### REQUIREMENT
Restate the entries word for word, leaving nothing out.
[SUPPLIED RECORDS]
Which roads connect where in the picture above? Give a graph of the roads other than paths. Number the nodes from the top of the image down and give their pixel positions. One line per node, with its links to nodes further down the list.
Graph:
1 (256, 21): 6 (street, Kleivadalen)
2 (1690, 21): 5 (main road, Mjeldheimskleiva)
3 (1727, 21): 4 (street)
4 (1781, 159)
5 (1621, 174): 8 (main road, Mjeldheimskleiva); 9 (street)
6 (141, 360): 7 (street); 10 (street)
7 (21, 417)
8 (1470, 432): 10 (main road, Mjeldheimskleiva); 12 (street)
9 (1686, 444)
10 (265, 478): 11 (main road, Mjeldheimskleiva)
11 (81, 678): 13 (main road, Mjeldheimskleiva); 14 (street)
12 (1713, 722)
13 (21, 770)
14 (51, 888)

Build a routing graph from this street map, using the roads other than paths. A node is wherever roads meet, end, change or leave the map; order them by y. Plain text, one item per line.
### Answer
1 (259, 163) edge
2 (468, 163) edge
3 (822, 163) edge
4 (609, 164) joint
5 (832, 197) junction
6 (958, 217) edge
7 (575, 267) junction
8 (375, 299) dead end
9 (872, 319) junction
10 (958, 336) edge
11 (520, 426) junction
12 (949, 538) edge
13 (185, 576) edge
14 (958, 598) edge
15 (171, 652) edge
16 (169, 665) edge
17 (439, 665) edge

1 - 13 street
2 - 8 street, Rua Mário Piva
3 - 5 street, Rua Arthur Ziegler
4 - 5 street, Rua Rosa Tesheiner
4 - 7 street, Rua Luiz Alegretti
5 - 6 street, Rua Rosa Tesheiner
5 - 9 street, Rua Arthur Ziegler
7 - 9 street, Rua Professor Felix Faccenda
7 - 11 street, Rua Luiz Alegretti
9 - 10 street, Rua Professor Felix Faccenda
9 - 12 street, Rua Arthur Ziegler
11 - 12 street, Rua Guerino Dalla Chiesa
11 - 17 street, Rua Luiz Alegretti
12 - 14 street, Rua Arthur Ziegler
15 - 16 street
[/SUPPLIED RECORDS]
### WRITTEN RESPONSE
Which roads connect where in the picture above? Give a graph of the roads other than paths. Number the nodes from the top of the image down and give their pixel positions. One line per node, with its links to nodes further down the list.
Graph:
1 (256, 21): 6 (street, Kleivadalen)
2 (1690, 21): 5 (main road, Mjeldheimskleiva)
3 (1727, 21): 4 (street)
4 (1781, 159)
5 (1621, 174): 8 (main road, Mjeldheimskleiva); 9 (street)
6 (141, 360): 7 (street); 10 (street)
7 (21, 417)
8 (1470, 432): 10 (main road, Mjeldheimskleiva); 12 (street)
9 (1686, 444)
10 (265, 478): 11 (main road, Mjeldheimskleiva)
11 (81, 678): 13 (main road, Mjeldheimskleiva); 14 (street)
12 (1713, 722)
13 (21, 770)
14 (51, 888)

Build a routing graph from this street map, using the roads other than paths. A node is wherever roads meet, end, change or leave the map; order them by y. Plain text, one item per line.
### Answer
1 (259, 163) edge
2 (468, 163) edge
3 (822, 163) edge
4 (609, 164) joint
5 (832, 197) junction
6 (958, 217) edge
7 (575, 267) junction
8 (375, 299) dead end
9 (872, 319) junction
10 (958, 336) edge
11 (520, 426) junction
12 (949, 538) edge
13 (185, 576) edge
14 (958, 598) edge
15 (171, 652) edge
16 (169, 665) edge
17 (439, 665) edge

1 - 13 street
2 - 8 street, Rua Mário Piva
3 - 5 street, Rua Arthur Ziegler
4 - 5 street, Rua Rosa Tesheiner
4 - 7 street, Rua Luiz Alegretti
5 - 6 street, Rua Rosa Tesheiner
5 - 9 street, Rua Arthur Ziegler
7 - 9 street, Rua Professor Felix Faccenda
7 - 11 street, Rua Luiz Alegretti
9 - 10 street, Rua Professor Felix Faccenda
9 - 12 street, Rua Arthur Ziegler
11 - 12 street, Rua Guerino Dalla Chiesa
11 - 17 street, Rua Luiz Alegretti
12 - 14 street, Rua Arthur Ziegler
15 - 16 street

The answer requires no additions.